Extracted records >>
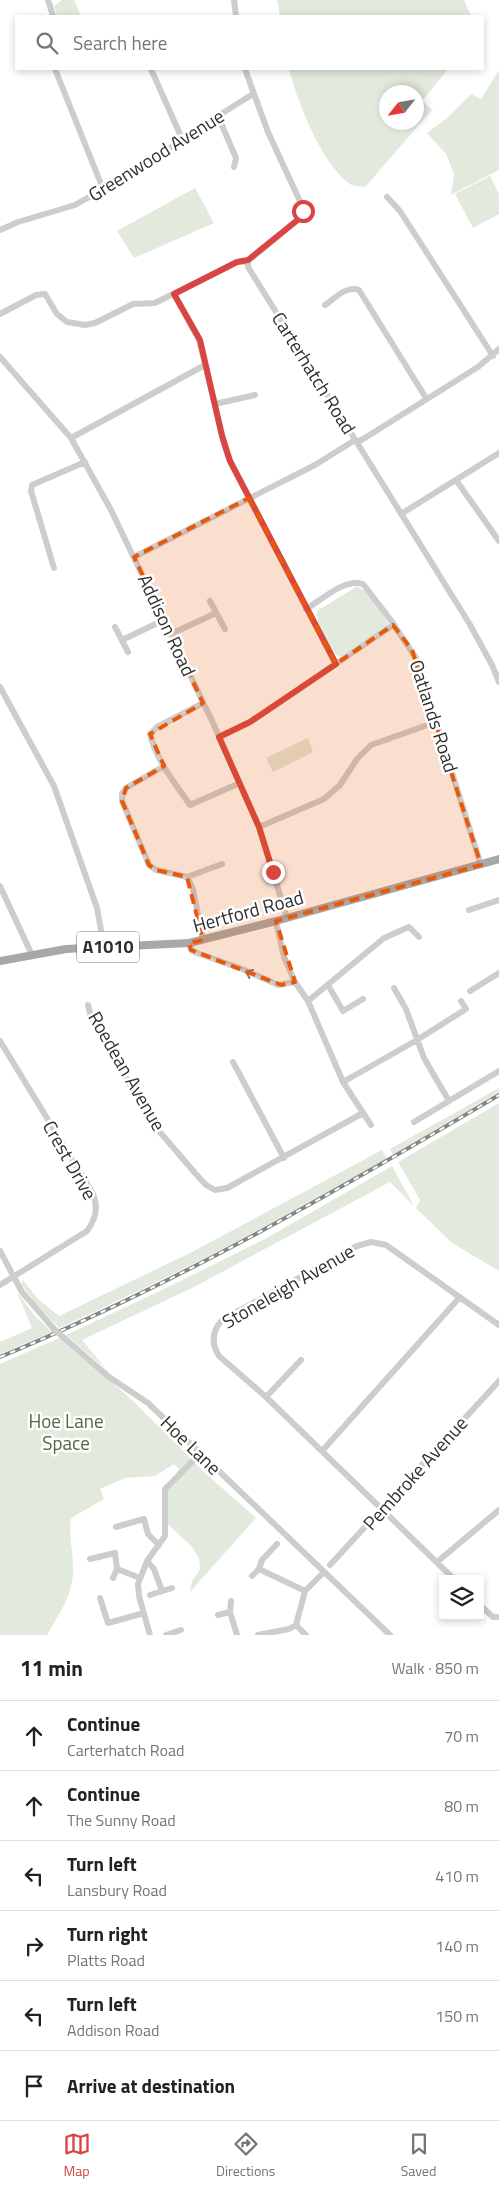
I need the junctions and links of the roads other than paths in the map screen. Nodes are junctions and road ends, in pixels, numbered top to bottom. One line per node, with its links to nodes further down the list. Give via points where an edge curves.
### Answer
1 (49, 0): 3 (street)
2 (234, 0): 4 (street)
3 (53, 15)
4 (236, 15)
5 (55, 70): 12 (street)
6 (151, 70): 10 (street)
7 (245, 70): 8 (street)
8 (253, 94): 9 (street, Greenwood Avenue); 15 (street, via 303,211 300,218)
9 (218, 116): 10 (street, Greenwood Avenue); 11 (street, via 236,158)
10 (183, 141): 12 (street, Greenwood Avenue)
11 (234, 167)
12 (103, 189): 14 (street, Greenwood Avenue, via 75,205)
13 (387, 197): 20 (street, via 400,211)
14 (0, 230)
15 (248, 260): 16 (street, via 237,262); 27 (street, Carterhatch Road, via 250,271)
16 (174, 294): 18 (street, via 155,303 133,304 85,325 67,322 57,314 44,294); 22 (street, via 200,340)
17 (325, 305): 24 (street, via 346,290 359,290)
18 (0, 314)
19 (499, 349): 20 (street)
20 (493, 356): 24 (street)
21 (0, 357): 26 (street, Addison Road)
22 (205, 365): 25 (street); 26 (street)
23 (255, 395): 25 (street)
24 (426, 398): 27 (street, via 360,441)
25 (215, 404): 31 (street, via 226,450)
26 (71, 438): 29 (street, Addison Road)
27 (355, 440): 31 (street, via 315,465); 32 (street, Carterhatch Road)
28 (499, 452): 30 (street)
29 (84, 462): 34 (street, Addison Road); 35 (street, via 32,485 31,491)
30 (456, 480): 32 (street); 33 (street)
31 (249, 498): 34 (street); 37 (street)
32 (401, 514): 47 (street, Carterhatch Road, via 481,643)
33 (499, 541)
34 (134, 557): 39 (street, Addison Road)
35 (54, 568)
36 (210, 601): 38 (street)
37 (306, 609): 40 (street, Oatlands Road, via 355,582 363,584); 46 (street)
38 (216, 613): 42 (street); 43 (street)
39 (164, 620): 43 (street, Addison Road); 44 (street)
40 (393, 625): 46 (street); 50 (street, Oatlands Road, via 416,658)
41 (116, 627): 44 (street)
42 (225, 629)
43 (171, 634): 49 (street, Addison Road)
44 (122, 640): 45 (street)
45 (128, 652)
46 (336, 664): 51 (street, via 250,722)
47 (499, 682)
48 (0, 687): 67 (street, via 54,786 97,908)
49 (204, 703): 51 (street, Addison Road); 52 (street, via 157,727 150,734)
50 (436, 722): 54 (street, via 371,745 340,785 324,799); 57 (street, Oatlands Road)
51 (219, 737): 53 (street, Addison Road)
52 (164, 766): 53 (street, via 190,805); 58 (street, via 126,788 122,801 149,865 156,870)
53 (240, 783): 54 (street, Addison Road)
54 (259, 827): 62 (street, Addison Road)
55 (499, 860): 57 (main road, Hertford Road / A1010)
56 (222, 864): 58 (street)
57 (481, 865): 62 (main road, Hertford Road / A1010)
58 (187, 877): 65 (street)
59 (0, 886): 68 (street)
60 (499, 900): 61 (street)
61 (469, 910)
62 (287, 918): 63 (main road, Hertford Road / A1010)
63 (276, 921): 65 (main road, Hertford Road / A1010); 71 (street, via 284,957)
64 (419, 937): 72 (street, via 409,927 384,938)
65 (203, 940): 66 (main road, Hertford Road / A1010)
66 (189, 944): 67 (main road, Hertford Road / A1010); 71 (street, one-way to 66, via 278,985 196,953)
67 (104, 947): 68 (main road, Hertford Road / A1010)
68 (32, 955): 69 (main road, Hertford Road / A1010)
69 (0, 961)
70 (499, 974): 74 (street)
71 (295, 982): 76 (street)
72 (328, 985): 75 (street, via 343,1011); 76 (street)
73 (394, 988): 79 (street, via 406,1008)
74 (470, 991)
75 (363, 999)
76 (308, 1001): 83 (street)
77 (461, 1001): 79 (street, via 466,1009)
78 (88, 1005): 88 (street, Roedean Avenue, via 91,1017 153,1124 206,1185 215,1190 227,1188)
79 (417, 1040): 83 (street); 84 (street)
80 (0, 1042): 90 (street, Crest Drive, via 92,1192 96,1205 94,1221 87,1231)
81 (233, 1062): 88 (street)
82 (499, 1071): 84 (street)
83 (344, 1082): 85 (street)
84 (449, 1101): 86 (street)
85 (363, 1113): 87 (street); 88 (street, Roedean Avenue)
86 (414, 1122)
87 (371, 1125)
88 (284, 1158)
89 (0, 1250): 90 (street, Hoe Lane)
90 (13, 1277): 91 (street, Crest Drive); 98 (street, Hoe Lane, bridge, via 34,1308 54,1329 109,1377 148,1404)
91 (0, 1285)
92 (460, 1297): 93 (street, Stoneleigh Avenue); 96 (street, Stoneleigh Avenue, via 386,1245 371,1242 357,1246 222,1320 215,1328 213,1341 219,1356); 97 (street)
93 (499, 1325)
94 (301, 1360): 96 (street)
95 (499, 1381): 99 (street, Pembroke Avenue)
96 (266, 1397): 97 (street, Stoneleigh Avenue)
97 (322, 1451): 99 (street, Stoneleigh Avenue)
98 (200, 1454): 103 (street, via 165,1489 166,1531); 110 (street, Hoe Lane)
99 (382, 1510): 106 (street, Stoneleigh Avenue); 107 (street, Pembroke Avenue)
100 (499, 1510): 106 (street)
101 (116, 1527): 103 (street, via 144,1519 148,1534)
102 (276, 1544): 109 (street, via 262,1560)
103 (159, 1545): 105 (street)
104 (90, 1558): 108 (street, via 116,1553)
105 (147, 1561): 114 (street); 116 (street)
106 (437, 1562): 111 (street, Stoneleigh Avenue)
107 (330, 1565)
108 (117, 1569): 113 (street); 114 (street)
109 (259, 1569): 112 (street); 117 (street)
110 (324, 1572): 117 (street); 133 (street, Hoe Lane)
111 (450, 1575)
112 (252, 1576)
113 (114, 1578)
114 (140, 1578): 123 (street, via 139,1596)
115 (172, 1588): 116 (street)
116 (162, 1591): 118 (street)
117 (306, 1592): 126 (street)
118 (150, 1595)
119 (100, 1598): 123 (street, via 108,1622)
120 (231, 1601): 122 (street)
121 (484, 1609): 125 (street, via 493,1617)
122 (230, 1612): 124 (street); 130 (street)
123 (144, 1613): 128 (street)
124 (218, 1615)
125 (499, 1617)
126 (296, 1625): 131 (street); 132 (street)
127 (181, 1630): 129 (street)
128 (150, 1635)
129 (166, 1635)
130 (237, 1635)
131 (258, 1635)
132 (306, 1635)
133 (390, 1635)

Problem to solve >> With the pictures removed, return the data above word for word.

Answer to the problem >>
I need the junctions and links of the roads other than paths in the map screen. Nodes are junctions and road ends, in pixels, numbered top to bottom. One line per node, with its links to nodes further down the list. Give via points where an edge curves.
### Answer
1 (49, 0): 3 (street)
2 (234, 0): 4 (street)
3 (53, 15)
4 (236, 15)
5 (55, 70): 12 (street)
6 (151, 70): 10 (street)
7 (245, 70): 8 (street)
8 (253, 94): 9 (street, Greenwood Avenue); 15 (street, via 303,211 300,218)
9 (218, 116): 10 (street, Greenwood Avenue); 11 (street, via 236,158)
10 (183, 141): 12 (street, Greenwood Avenue)
11 (234, 167)
12 (103, 189): 14 (street, Greenwood Avenue, via 75,205)
13 (387, 197): 20 (street, via 400,211)
14 (0, 230)
15 (248, 260): 16 (street, via 237,262); 27 (street, Carterhatch Road, via 250,271)
16 (174, 294): 18 (street, via 155,303 133,304 85,325 67,322 57,314 44,294); 22 (street, via 200,340)
17 (325, 305): 24 (street, via 346,290 359,290)
18 (0, 314)
19 (499, 349): 20 (street)
20 (493, 356): 24 (street)
21 (0, 357): 26 (street, Addison Road)
22 (205, 365): 25 (street); 26 (street)
23 (255, 395): 25 (street)
24 (426, 398): 27 (street, via 360,441)
25 (215, 404): 31 (street, via 226,450)
26 (71, 438): 29 (street, Addison Road)
27 (355, 440): 31 (street, via 315,465); 32 (street, Carterhatch Road)
28 (499, 452): 30 (street)
29 (84, 462): 34 (street, Addison Road); 35 (street, via 32,485 31,491)
30 (456, 480): 32 (street); 33 (street)
31 (249, 498): 34 (street); 37 (street)
32 (401, 514): 47 (street, Carterhatch Road, via 481,643)
33 (499, 541)
34 (134, 557): 39 (street, Addison Road)
35 (54, 568)
36 (210, 601): 38 (street)
37 (306, 609): 40 (street, Oatlands Road, via 355,582 363,584); 46 (street)
38 (216, 613): 42 (street); 43 (street)
39 (164, 620): 43 (street, Addison Road); 44 (street)
40 (393, 625): 46 (street); 50 (street, Oatlands Road, via 416,658)
41 (116, 627): 44 (street)
42 (225, 629)
43 (171, 634): 49 (street, Addison Road)
44 (122, 640): 45 (street)
45 (128, 652)
46 (336, 664): 51 (street, via 250,722)
47 (499, 682)
48 (0, 687): 67 (street, via 54,786 97,908)
49 (204, 703): 51 (street, Addison Road); 52 (street, via 157,727 150,734)
50 (436, 722): 54 (street, via 371,745 340,785 324,799); 57 (street, Oatlands Road)
51 (219, 737): 53 (street, Addison Road)
52 (164, 766): 53 (street, via 190,805); 58 (street, via 126,788 122,801 149,865 156,870)
53 (240, 783): 54 (street, Addison Road)
54 (259, 827): 62 (street, Addison Road)
55 (499, 860): 57 (main road, Hertford Road / A1010)
56 (222, 864): 58 (street)
57 (481, 865): 62 (main road, Hertford Road / A1010)
58 (187, 877): 65 (street)
59 (0, 886): 68 (street)
60 (499, 900): 61 (street)
61 (469, 910)
62 (287, 918): 63 (main road, Hertford Road / A1010)
63 (276, 921): 65 (main road, Hertford Road / A1010); 71 (street, via 284,957)
64 (419, 937): 72 (street, via 409,927 384,938)
65 (203, 940): 66 (main road, Hertford Road / A1010)
66 (189, 944): 67 (main road, Hertford Road / A1010); 71 (street, one-way to 66, via 278,985 196,953)
67 (104, 947): 68 (main road, Hertford Road / A1010)
68 (32, 955): 69 (main road, Hertford Road / A1010)
69 (0, 961)
70 (499, 974): 74 (street)
71 (295, 982): 76 (street)
72 (328, 985): 75 (street, via 343,1011); 76 (street)
73 (394, 988): 79 (street, via 406,1008)
74 (470, 991)
75 (363, 999)
76 (308, 1001): 83 (street)
77 (461, 1001): 79 (street, via 466,1009)
78 (88, 1005): 88 (street, Roedean Avenue, via 91,1017 153,1124 206,1185 215,1190 227,1188)
79 (417, 1040): 83 (street); 84 (street)
80 (0, 1042): 90 (street, Crest Drive, via 92,1192 96,1205 94,1221 87,1231)
81 (233, 1062): 88 (street)
82 (499, 1071): 84 (street)
83 (344, 1082): 85 (street)
84 (449, 1101): 86 (street)
85 (363, 1113): 87 (street); 88 (street, Roedean Avenue)
86 (414, 1122)
87 (371, 1125)
88 (284, 1158)
89 (0, 1250): 90 (street, Hoe Lane)
90 (13, 1277): 91 (street, Crest Drive); 98 (street, Hoe Lane, bridge, via 34,1308 54,1329 109,1377 148,1404)
91 (0, 1285)
92 (460, 1297): 93 (street, Stoneleigh Avenue); 96 (street, Stoneleigh Avenue, via 386,1245 371,1242 357,1246 222,1320 215,1328 213,1341 219,1356); 97 (street)
93 (499, 1325)
94 (301, 1360): 96 (street)
95 (499, 1381): 99 (street, Pembroke Avenue)
96 (266, 1397): 97 (street, Stoneleigh Avenue)
97 (322, 1451): 99 (street, Stoneleigh Avenue)
98 (200, 1454): 103 (street, via 165,1489 166,1531); 110 (street, Hoe Lane)
99 (382, 1510): 106 (street, Stoneleigh Avenue); 107 (street, Pembroke Avenue)
100 (499, 1510): 106 (street)
101 (116, 1527): 103 (street, via 144,1519 148,1534)
102 (276, 1544): 109 (street, via 262,1560)
103 (159, 1545): 105 (street)
104 (90, 1558): 108 (street, via 116,1553)
105 (147, 1561): 114 (street); 116 (street)
106 (437, 1562): 111 (street, Stoneleigh Avenue)
107 (330, 1565)
108 (117, 1569): 113 (street); 114 (street)
109 (259, 1569): 112 (street); 117 (street)
110 (324, 1572): 117 (street); 133 (street, Hoe Lane)
111 (450, 1575)
112 (252, 1576)
113 (114, 1578)
114 (140, 1578): 123 (street, via 139,1596)
115 (172, 1588): 116 (street)
116 (162, 1591): 118 (street)
117 (306, 1592): 126 (street)
118 (150, 1595)
119 (100, 1598): 123 (street, via 108,1622)
120 (231, 1601): 122 (street)
121 (484, 1609): 125 (street, via 493,1617)
122 (230, 1612): 124 (street); 130 (street)
123 (144, 1613): 128 (street)
124 (218, 1615)
125 (499, 1617)
126 (296, 1625): 131 (street); 132 (street)
127 (181, 1630): 129 (street)
128 (150, 1635)
129 (166, 1635)
130 (237, 1635)
131 (258, 1635)
132 (306, 1635)
133 (390, 1635)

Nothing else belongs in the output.